The defendant, The Bato Company, Inc., filed a motion to dissolve the attachments pending disposition and to fix bond pursuant to Pennsylvania Rule of Civil Procedure 1272. Briefs were submitted and hearing had on that motion.
Counsel for the defendant argues that the foreign attachment procedure provided by the Pennsylvania Rules of Civil Procedure is lacking in due process and is thus unconstitutional under the Fourteenth Amendment. In support of his contention the defendant points to the recent Supreme Court cases of Sniadach v. Family Finance Corporation, 395 U.S. 337, 89 S.Ct. 1820, 23 L.Ed.2d 349 (1969) and Fuentes v. Shevin, 407 U.S. 67, 92 S.Ct. 1983, 32 L.Ed.2d 556 (1972). Though admitting that neither of those cases dealt directly with the foreign attachment statutes, the defendant emphasizes that both cases annulled similar statutes in which the opportunity for hearing before garnishment was not required. The defendant further states that the purpose of the foreign attachment statute is primarily to obtain jurisdiction of a foreign defendant. Since the defendant has filed a general appearance in the instant case, it argues there is no need to continue the attachment.

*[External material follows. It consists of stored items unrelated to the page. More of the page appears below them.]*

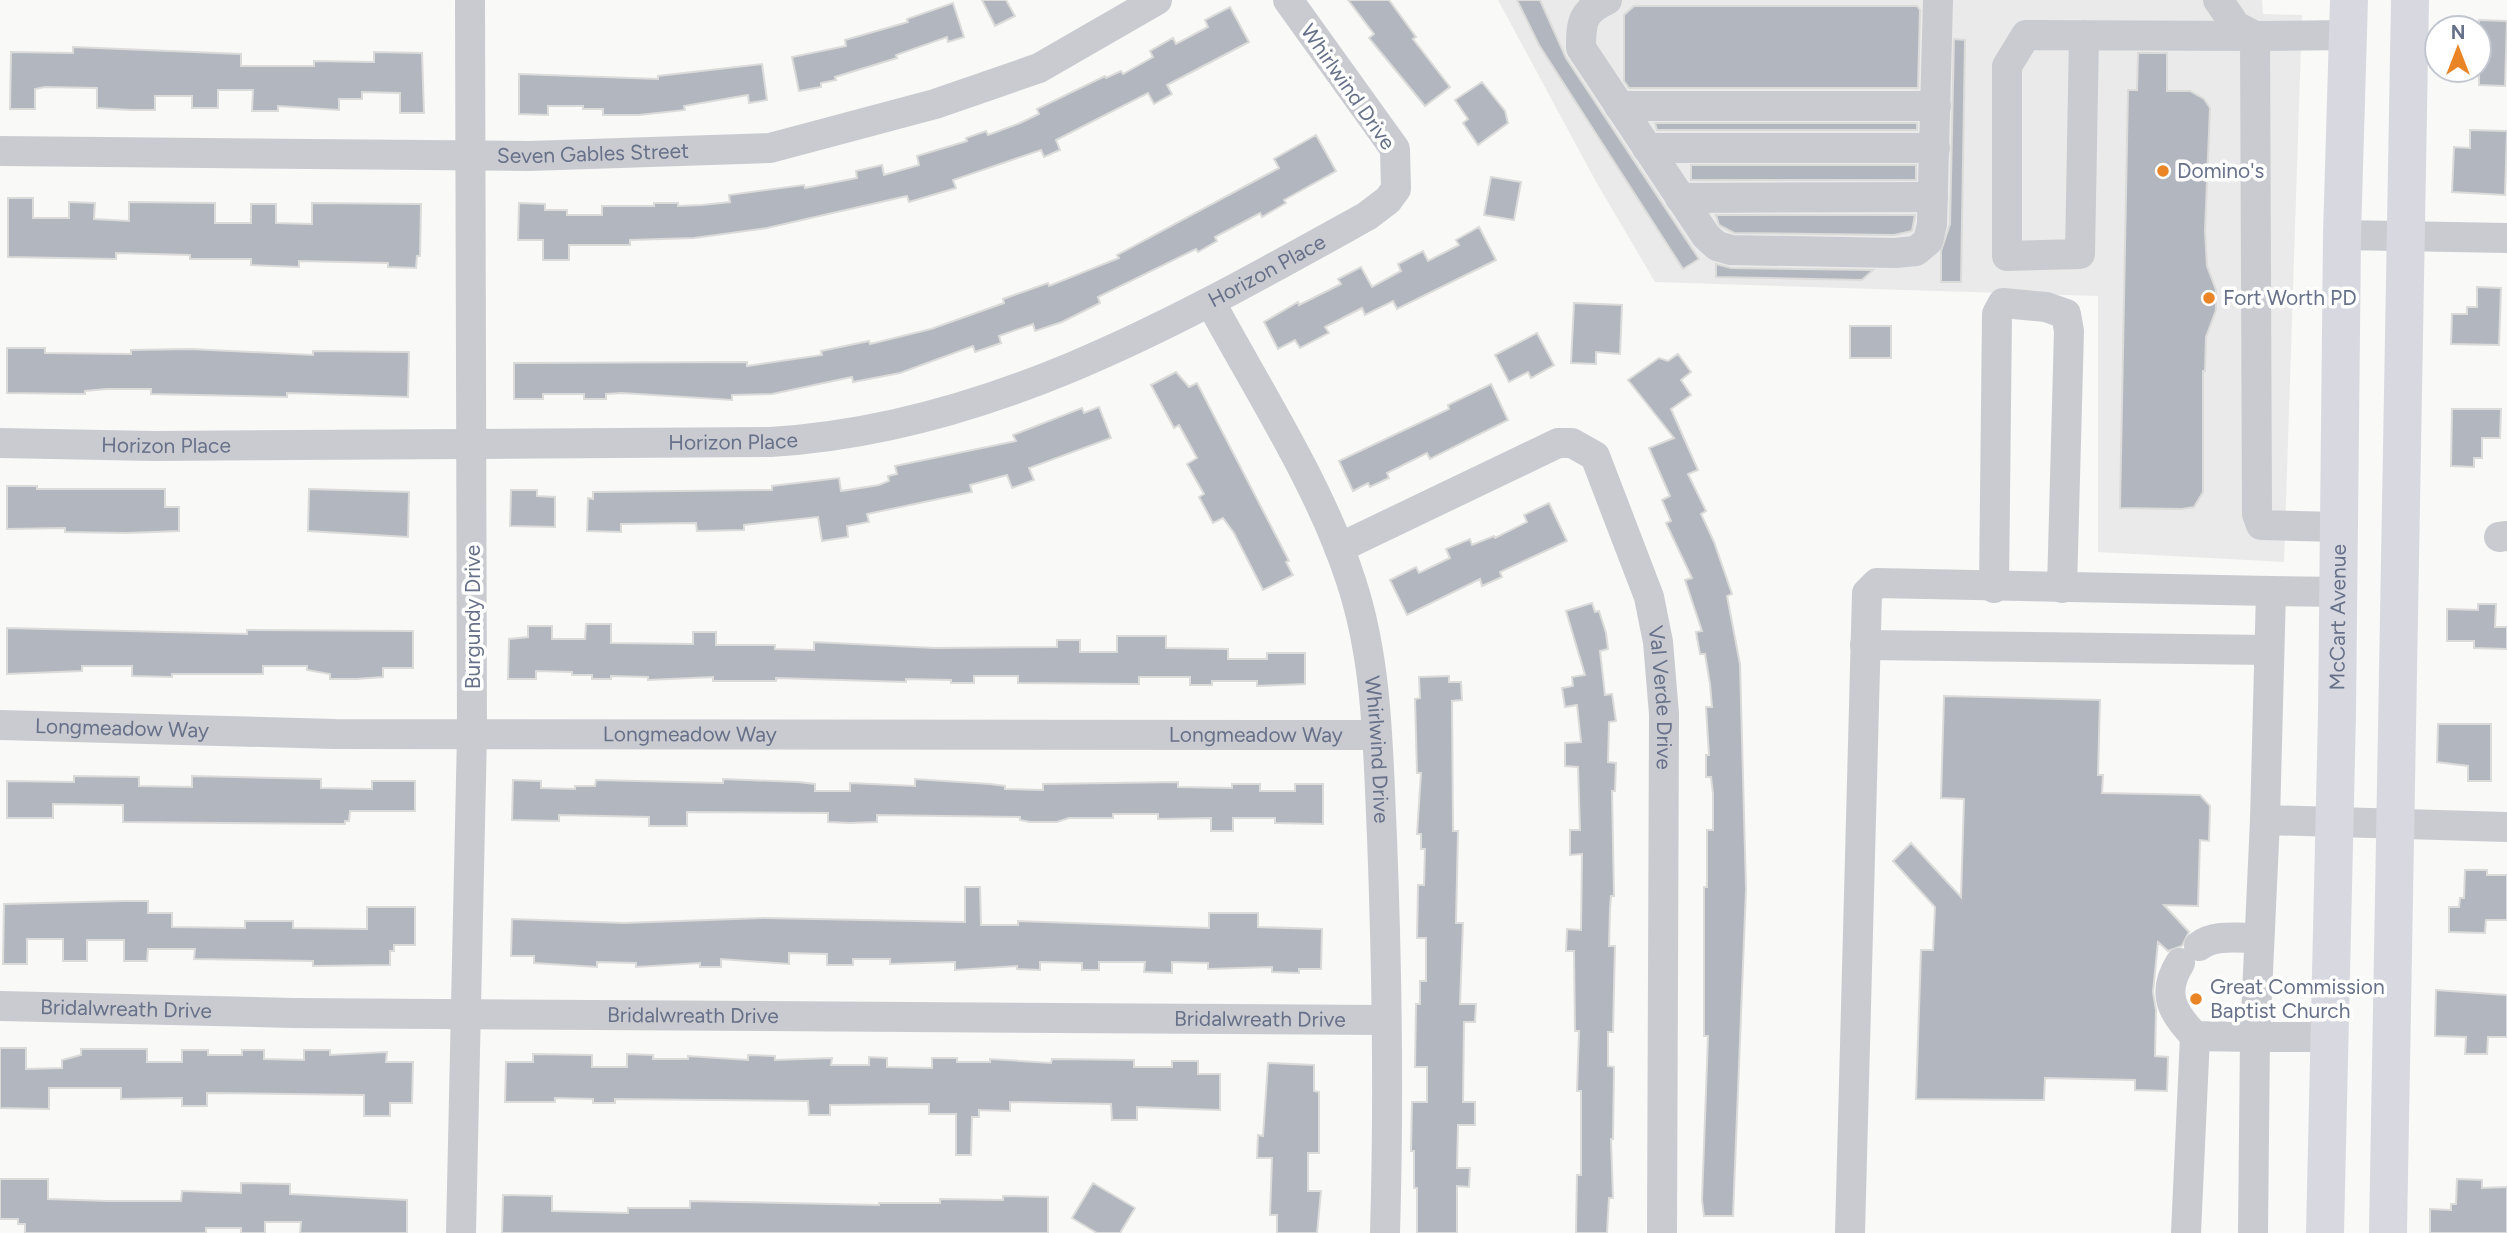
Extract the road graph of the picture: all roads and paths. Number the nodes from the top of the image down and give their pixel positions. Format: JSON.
{"nodes":[{"id":1,"x":470,"y":0,"type":"edge"},
{"id":2,"x":1157,"y":0,"type":"edge"},
{"id":3,"x":1288,"y":0,"type":"edge"},
{"id":4,"x":1607,"y":0,"type":"edge"},
{"id":5,"x":1938,"y":0,"type":"edge"},
{"id":6,"x":2218,"y":0,"type":"edge"},
{"id":7,"x":2410,"y":0,"type":"edge"},
{"id":8,"x":2349,"y":17,"type":"edge"},
{"id":9,"x":2084,"y":35,"type":"junction"},
{"id":10,"x":2255,"y":36,"type":"junction"},
{"id":11,"x":1619,"y":106,"type":"junction"},
{"id":12,"x":1937,"y":107,"type":"junction"},
{"id":13,"x":1647,"y":148,"type":"junction"},
{"id":14,"x":1935,"y":148,"type":"junction"},
{"id":15,"x":0,"y":151,"type":"edge"},
{"id":16,"x":472,"y":155,"type":"junction"},
{"id":17,"x":1398,"y":178,"type":"joint"},
{"id":18,"x":1933,"y":197,"type":"junction"},
{"id":19,"x":1680,"y":198,"type":"junction"},
{"id":20,"x":2342,"y":235,"type":"junction"},
{"id":21,"x":2406,"y":236,"type":"junction"},
{"id":22,"x":2507,"y":238,"type":"edge"},
{"id":23,"x":1211,"y":303,"type":"junction"},
{"id":24,"x":474,"y":442,"type":"junction"},
{"id":25,"x":0,"y":443,"type":"edge"},
{"id":26,"x":2339,"y":527,"type":"junction"},
{"id":27,"x":1339,"y":548,"type":"junction"},
{"id":28,"x":1994,"y":588,"type":"junction"},
{"id":29,"x":2062,"y":589,"type":"junction"},
{"id":30,"x":2271,"y":591,"type":"junction"},
{"id":31,"x":2338,"y":592,"type":"junction"},
{"id":32,"x":1865,"y":645,"type":"junction"},
{"id":33,"x":2269,"y":650,"type":"junction"},
{"id":34,"x":0,"y":725,"type":"edge"},
{"id":35,"x":472,"y":734,"type":"junction"},
{"id":36,"x":1377,"y":734,"type":"junction"},
{"id":37,"x":2265,"y":820,"type":"junction"},
{"id":38,"x":2334,"y":823,"type":"junction"},
{"id":39,"x":2395,"y":825,"type":"junction"},
{"id":40,"x":2507,"y":827,"type":"edge"},
{"id":41,"x":2258,"y":938,"type":"junction"},
{"id":42,"x":0,"y":1006,"type":"edge"},
{"id":43,"x":466,"y":1012,"type":"junction"},
{"id":44,"x":1385,"y":1020,"type":"junction"},
{"id":45,"x":2195,"y":1036,"type":"junction"},
{"id":46,"x":2255,"y":1037,"type":"junction"},
{"id":47,"x":2330,"y":1037,"type":"junction"},
{"id":48,"x":461,"y":1233,"type":"edge"},
{"id":49,"x":1385,"y":1233,"type":"edge"},
{"id":50,"x":1662,"y":1233,"type":"edge"},
{"id":51,"x":1850,"y":1233,"type":"edge"},
{"id":52,"x":2186,"y":1233,"type":"edge"},
{"id":53,"x":2253,"y":1233,"type":"edge"},
{"id":54,"x":2325,"y":1233,"type":"edge"},
{"id":55,"x":2388,"y":1233,"type":"edge"}],
"edges":[{"from":1,"to":16,"type":"street","name":"Burgundy Drive"},
{"from":2,"to":16,"type":"street","name":"Seven Gables Street"},
{"from":3,"to":17,"type":"street","name":"Whirlwind Drive"},
{"from":4,"to":11,"type":"street"},
{"from":5,"to":12,"type":"street"},
{"from":6,"to":10,"type":"street"},
{"from":7,"to":21,"type":"main road"},
{"from":8,"to":10,"type":"street"},
{"from":8,"to":20,"type":"main road","name":"McCart Avenue"},
{"from":9,"to":9,"type":"street"},
{"from":9,"to":10,"type":"street"},
{"from":10,"to":26,"type":"street"},
{"from":11,"to":12,"type":"street"},
{"from":11,"to":13,"type":"street"},
{"from":12,"to":14,"type":"street"},
{"from":13,"to":14,"type":"street"},
{"from":13,"to":19,"type":"street"},
{"from":14,"to":18,"type":"street"},
{"from":15,"to":16,"type":"street","name":"Seven Gables Street"},
{"from":16,"to":24,"type":"street","name":"Burgundy Drive"},
{"from":17,"to":23,"type":"street","name":"Horizon Place"},
{"from":18,"to":19,"type":"street"},
{"from":18,"to":19,"type":"street"},
{"from":20,"to":21,"type":"street"},
{"from":20,"to":26,"type":"main road","name":"McCart Avenue"},
{"from":21,"to":22,"type":"street"},
{"from":21,"to":39,"type":"main road"},
{"from":23,"to":24,"type":"street","name":"Horizon Place"},
{"from":23,"to":27,"type":"street","name":"Whirlwind Drive"},
{"from":24,"to":25,"type":"street","name":"Horizon Place"},
{"from":24,"to":35,"type":"street","name":"Burgundy Drive"},
{"from":26,"to":31,"type":"main road","name":"McCart Avenue"},
{"from":27,"to":36,"type":"street","name":"Whirlwind Drive"},
{"from":27,"to":50,"type":"street","name":"Val Verde Drive"},
{"from":28,"to":29,"type":"street"},
{"from":28,"to":29,"type":"street"},
{"from":28,"to":32,"type":"street"},
{"from":29,"to":30,"type":"street"},
{"from":30,"to":31,"type":"street"},
{"from":30,"to":33,"type":"street"},
{"from":31,"to":38,"type":"main road","name":"McCart Avenue"},
{"from":32,"to":33,"type":"street"},
{"from":32,"to":51,"type":"street"},
{"from":33,"to":37,"type":"street"},
{"from":34,"to":35,"type":"street","name":"Longmeadow Way"},
{"from":35,"to":36,"type":"street","name":"Longmeadow Way"},
{"from":35,"to":43,"type":"street","name":"Burgundy Drive"},
{"from":36,"to":44,"type":"street","name":"Whirlwind Drive"},
{"from":37,"to":38,"type":"street"},
{"from":37,"to":41,"type":"street"},
{"from":38,"to":39,"type":"street"},
{"from":38,"to":47,"type":"main road","name":"McCart Avenue"},
{"from":39,"to":40,"type":"street"},
{"from":39,"to":55,"type":"main road"},
{"from":41,"to":45,"type":"street"},
{"from":41,"to":46,"type":"street"},
{"from":42,"to":43,"type":"street","name":"Bridalwreath Drive"},
{"from":43,"to":44,"type":"street","name":"Bridalwreath Drive"},
{"from":43,"to":48,"type":"street","name":"Burgundy Drive"},
{"from":44,"to":49,"type":"street","name":"Whirlwind Drive"},
{"from":45,"to":46,"type":"street"},
{"from":45,"to":52,"type":"street"},
{"from":46,"to":47,"type":"street"},
{"from":46,"to":53,"type":"street"},
{"from":47,"to":54,"type":"main road","name":"McCart Avenue"}]}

In contrast to the defendant's urgings, the law concerning the foreign attachment statute is clear both in the United States Supreme Court and the Third Circuit. In Ownbey v. Morgan, 256 U.S. 94, 41 S.Ct. 433, 65 L.Ed. 837 (1921), the Supreme Court specifically ruled constitutional the Delaware foreign attachment rule. In so ruling the Court per Justice Pitney analyzed the history of the foreign attachment statutes in general and concluded (at pages 110-111, 41 S.Ct. at page 438):
In Lebowitz v. Forbes Leasing and Finance Corporation, 456 F.2d 979, C.A. 3, 1972, the Third Circuit, citing Ownbey, specifically unheld the constitutionality of Pennsylvania foreign attachment procedure. Although the Court's opinion was prior to that of Fuentes, supra, it would postdate the Sniadach opinion, supra. In differentiating the Sniadach rationale, Judge Seitz stated (at page 981):
Judge Seitz further noted (at page 981):
In regard to defendant's contention that a general appearance abolishes the need for the continuance of the garnishment, it must be noted that the purpose of the foreign attachment statute is two-fold in nature. In addition to the goal of obtaining jurisdiction of an out-of-state defendant, the statute also ensures, until the entrance of suitable bond, a fund or res from which the plaintiff is insured satisfaction at least to some extent of any judgment he may obtain.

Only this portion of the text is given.